Reflexionen des Genossen Fidel

 

BOTSCHAFT AN DEN PRÄSIDENTEN DER BOLIVARIANISCHEN REPUBLIK VENEZUELA

 

 

            Lieber Hugo!

Heute sind genau 15 Jahre seit unserem Treffen im Audimax der Universität Havanna vom 14. Dezember 1994 vergangen. Die Nacht davor hatte ich an der Gangway des Flugzeuges, dass dich nach Kuba brachte, auf dich gewartet.

Mir war dein bewaffneter Aufstand gegen die Yankee-freundliche Regierung von Venezuela bekannt. Nach Kuba waren Nachrichten über deine Ideen während deiner Haftzeit durchgedrungen, und genau wie wir hast du dich der Vertiefung jenes revolutionären Gedankenguts gewidmet, welches dich zum Aufstand am 4. Februar 1992 geführt hatte.

Im Audimax hast du spontan und transparent die bolivarianischen Ideen eingebracht, die du in deinem Innersten trugst, und die dich unter den gegebenen spezifischen Umständen deines Landes und unserer Zeit zum Kampf um die Unabhängigkeit von Venezuela und gegen die Tyrannei des Imperiums geführt haben. Nach den Bemühungen von Bolívar und der anderen außergewöhnlichen Menschen, die voller Träume gegen das spanische Kolonialjoch gekämpft haben, bestand die Unabhängigkeit von Venezuela nur als lächerlicher Anschein.

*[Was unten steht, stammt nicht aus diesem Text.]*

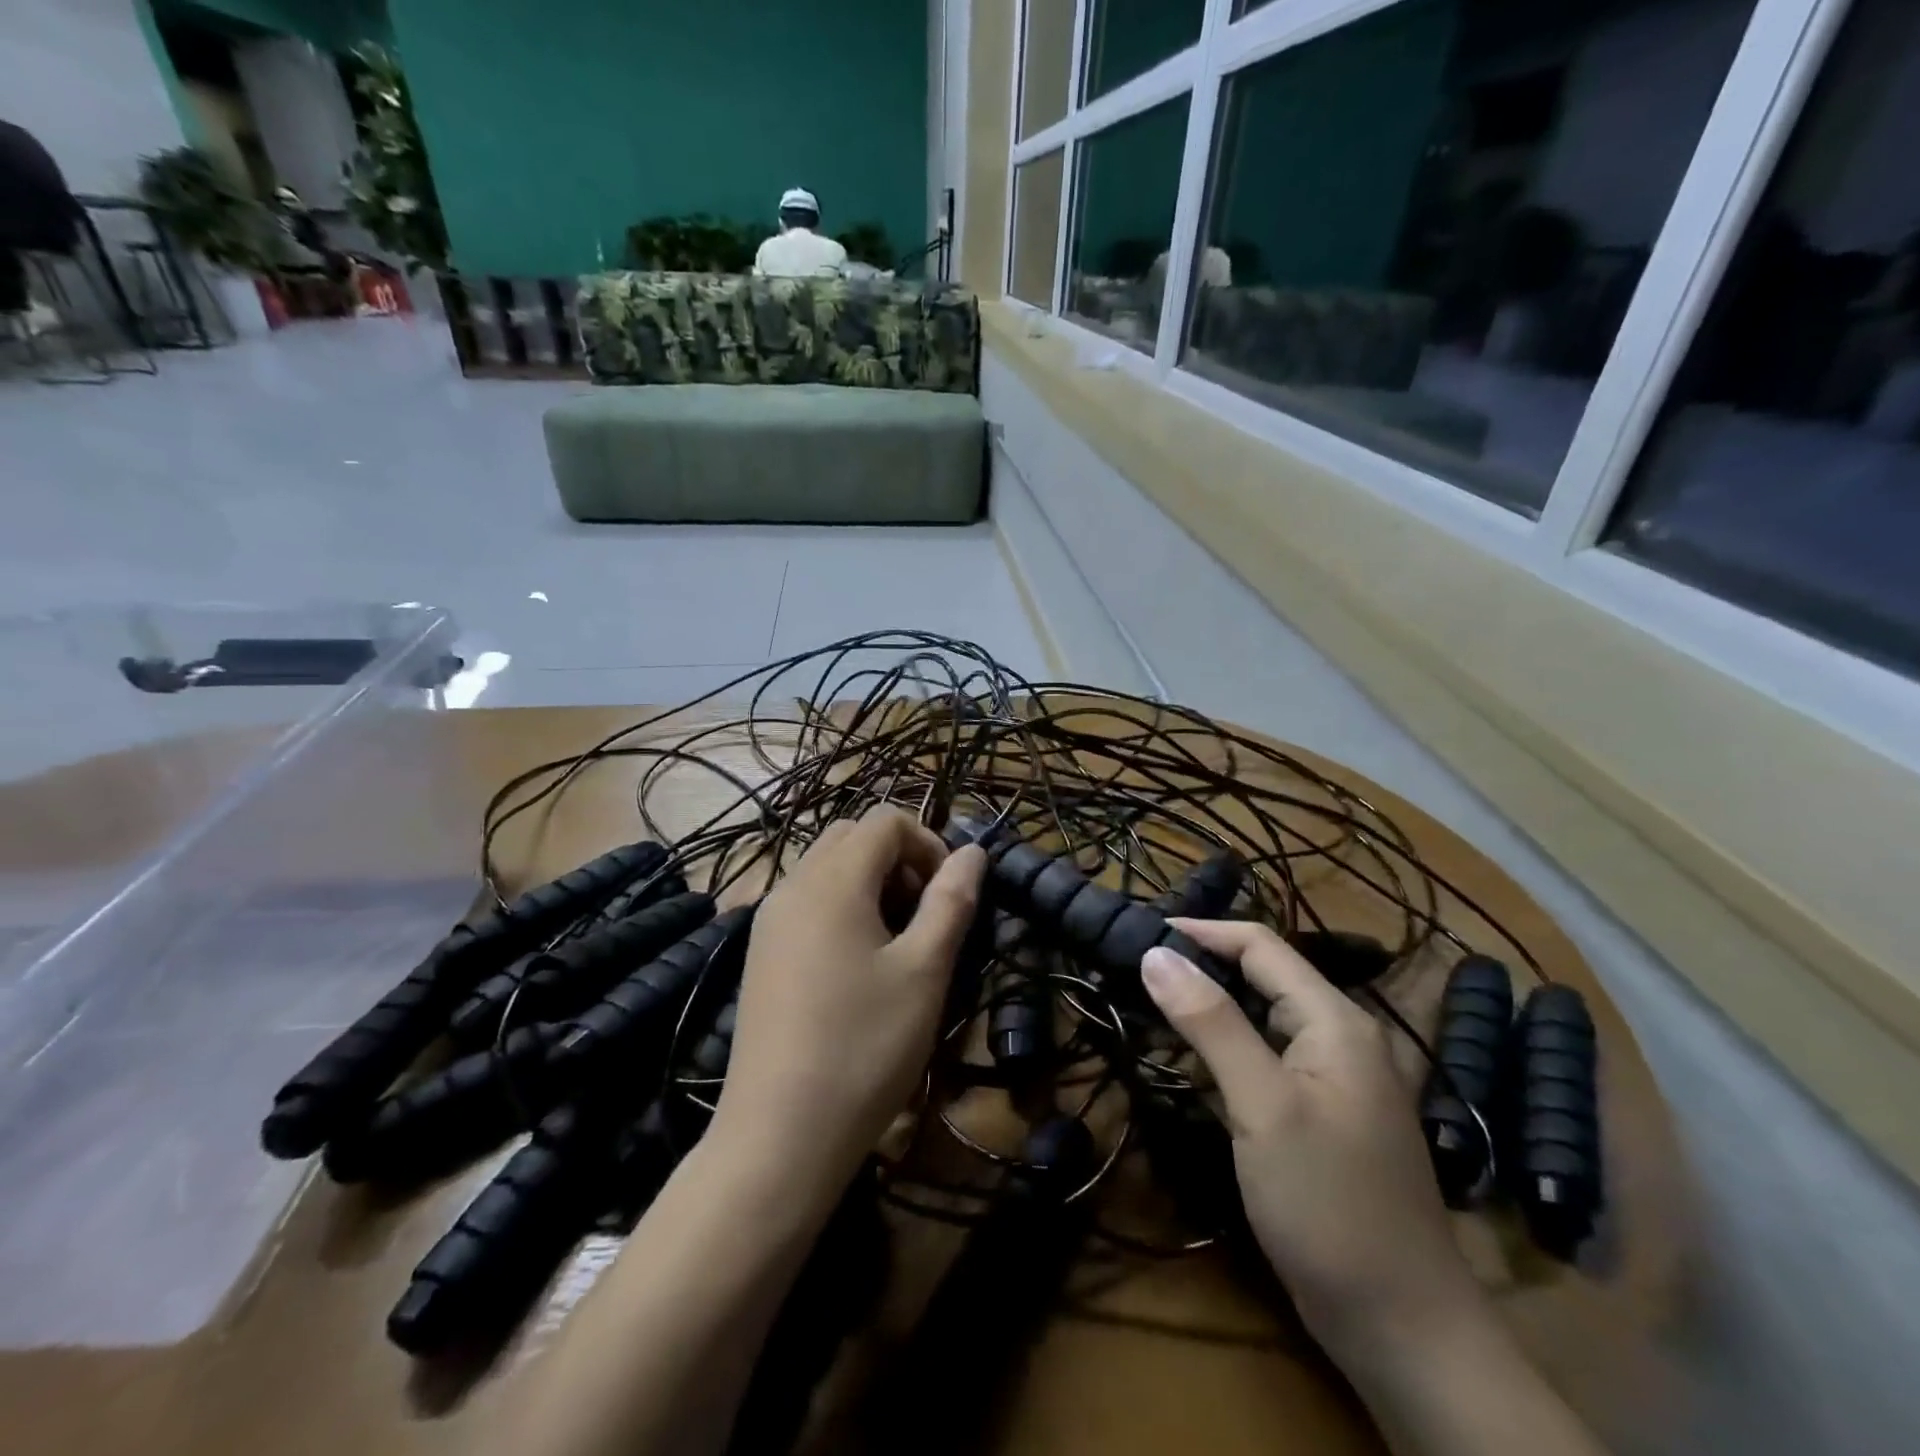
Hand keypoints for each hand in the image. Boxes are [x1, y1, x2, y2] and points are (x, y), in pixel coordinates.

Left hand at [714, 807, 986, 1192]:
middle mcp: (793, 885)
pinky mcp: (760, 953)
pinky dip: (841, 907)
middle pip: (852, 837)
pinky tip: (857, 966)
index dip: (928, 843)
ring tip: (896, 944)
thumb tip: (974, 852)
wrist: (778, 1135)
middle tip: (924, 915)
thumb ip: (951, 901)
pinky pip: (807, 901)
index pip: (885, 821)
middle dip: (898, 859)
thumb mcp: (924, 971)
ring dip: (870, 883)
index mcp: (832, 881)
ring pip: (827, 868)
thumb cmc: (864, 1047)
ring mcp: (769, 920)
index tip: (949, 895)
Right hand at [1141, 919, 1484, 1366]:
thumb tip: (1155, 953)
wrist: (1403, 1330)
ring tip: (1149, 1005)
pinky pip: (1267, 1058)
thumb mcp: (1262, 1106)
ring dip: (1209, 1007)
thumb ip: (1211, 1023)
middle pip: (1262, 976)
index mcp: (1335, 1020)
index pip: (1260, 945)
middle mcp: (1340, 1036)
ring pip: (1262, 1018)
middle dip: (1201, 966)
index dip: (1200, 932)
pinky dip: (1225, 1048)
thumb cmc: (1330, 1205)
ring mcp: (1334, 1079)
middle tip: (1135, 970)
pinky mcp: (1322, 1115)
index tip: (1139, 933)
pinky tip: (1190, 1060)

Keine Minute der Geschichte gleicht einer anderen; keine menschliche Idee bzw. kein menschliches Ereignis kann außerhalb ihrer bzw. seiner eigenen Zeitepoche bewertet werden. Wir, d.h. sowohl du als auch ich, sind von Konzepten ausgegangen, die im Verlaufe von Jahrtausenden eine Evolution durchgemacht haben, die aber viel mit der entfernten oder jüngsten Geschichte  gemeinsam haben, wo die Teilung der Gesellschaft in Herren und Sklaven, in Ausbeuter und Ausgebeutete, in Unterdrücker und Unterdrückte immer unsympathisch und verhasst war. In der jetzigen Epoche stellt diese die größte Schande und den Hauptgrund für das Unglück und die Pein der Menschen dar.

Jetzt, wo sich die Arbeitsproduktivität auf der Grundlage von Technik, Technologie und Wissenschaft verzehnfacht und in einigen Aspekten mehrfach verhundertfacht bzw. sogar bis auf mehrere tausend Male erhöht hat, müssten solche und so ungerechte Unterschiede verschwinden.

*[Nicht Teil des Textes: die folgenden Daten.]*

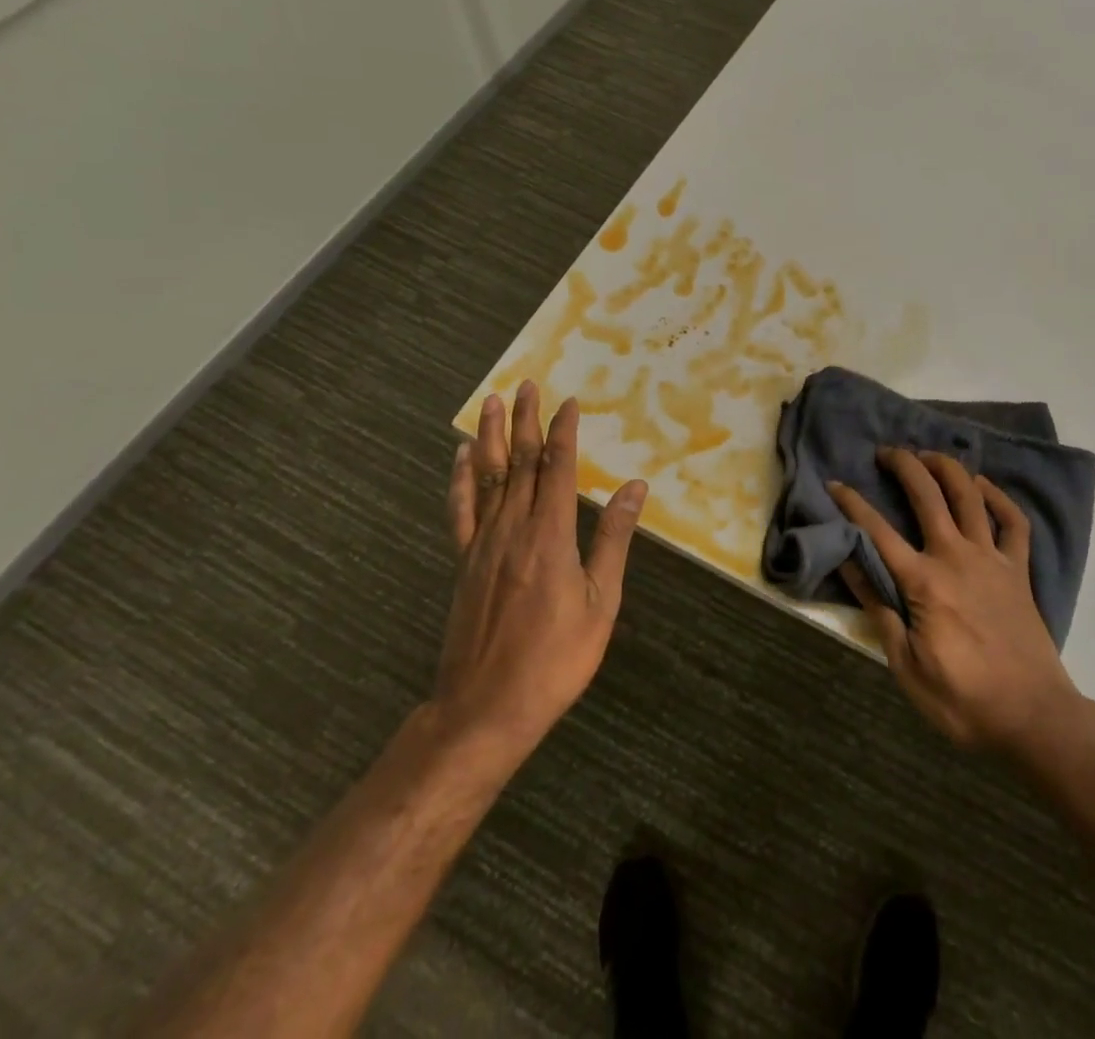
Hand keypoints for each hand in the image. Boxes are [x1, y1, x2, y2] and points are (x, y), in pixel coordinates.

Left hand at [435, 382, 646, 766]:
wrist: (485, 709)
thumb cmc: (555, 659)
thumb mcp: (600, 602)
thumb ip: (613, 540)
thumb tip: (633, 488)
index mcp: (550, 535)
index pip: (557, 469)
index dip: (564, 432)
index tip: (570, 402)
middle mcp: (512, 529)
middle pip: (520, 463)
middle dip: (526, 421)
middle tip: (526, 385)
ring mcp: (482, 544)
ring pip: (488, 477)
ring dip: (492, 436)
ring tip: (492, 402)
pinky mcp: (464, 562)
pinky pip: (461, 510)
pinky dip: (461, 479)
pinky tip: (462, 458)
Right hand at [831, 449, 1080, 754]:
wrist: (1035, 717)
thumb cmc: (964, 700)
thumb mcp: (907, 667)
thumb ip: (880, 611)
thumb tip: (850, 566)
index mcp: (924, 582)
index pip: (878, 532)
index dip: (852, 504)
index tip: (834, 484)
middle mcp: (956, 557)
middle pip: (927, 495)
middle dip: (904, 465)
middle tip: (886, 452)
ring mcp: (992, 559)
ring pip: (970, 496)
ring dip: (947, 468)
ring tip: (928, 455)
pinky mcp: (1018, 570)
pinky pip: (1013, 522)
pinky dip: (999, 497)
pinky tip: (983, 486)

Du, ich und zusammen mit uns Millionen Venezolaner und Kubaner teilen diese Ideen.

Du bist von den christlichen Prinzipien ausgegangen, die dir gelehrt wurden, und von einem rebellischen Charakter; ich von den Ideen von Marx und einem ebenfalls rebellischen Charakter.

Es gibt universell anerkannte ethische Prinzipien, die sowohl für einen Christen als auch für einen Marxisten gültig sind.

Hiervon ausgehend werden die revolutionären Ideen ständig durch das Studium und die Erfahrung bereichert. 

Es ist angebracht darauf hinzuweisen, dass unsere aufrichtige und revolutionäre Freundschaft entstanden ist, als du nicht Präsident von Venezuela warst. Ich habe nie etwas von dir gefordert. Als die bolivarianische Bewegung 1999 den Wahlsieg errungen hat, wurde das Erdöl zu weniger als zehn Dollar das Barrel gehandelt. Ich erinnere mich gut daran, denn du hast mich zu deiner Amtsübernahme eingeladen. 

Deine Unterstützung für Kuba war spontan, wie es unsere Kooperation mit dem Brudervolk von Venezuela immer gewesen ist.

In der härtesten Sonderperiodezeit, als die UdSSR zusammenstürzte, hat das Imperium seine brutale Blockade gegen unser Volk verschärft. Zu einem bestimmten Zeitpunkt stiegen die Kraftstoffpreise und unsere Versorgung wurde schwierig. Du hast die sichere und stabile kommerzielle Versorgung für unser Land abgesichert.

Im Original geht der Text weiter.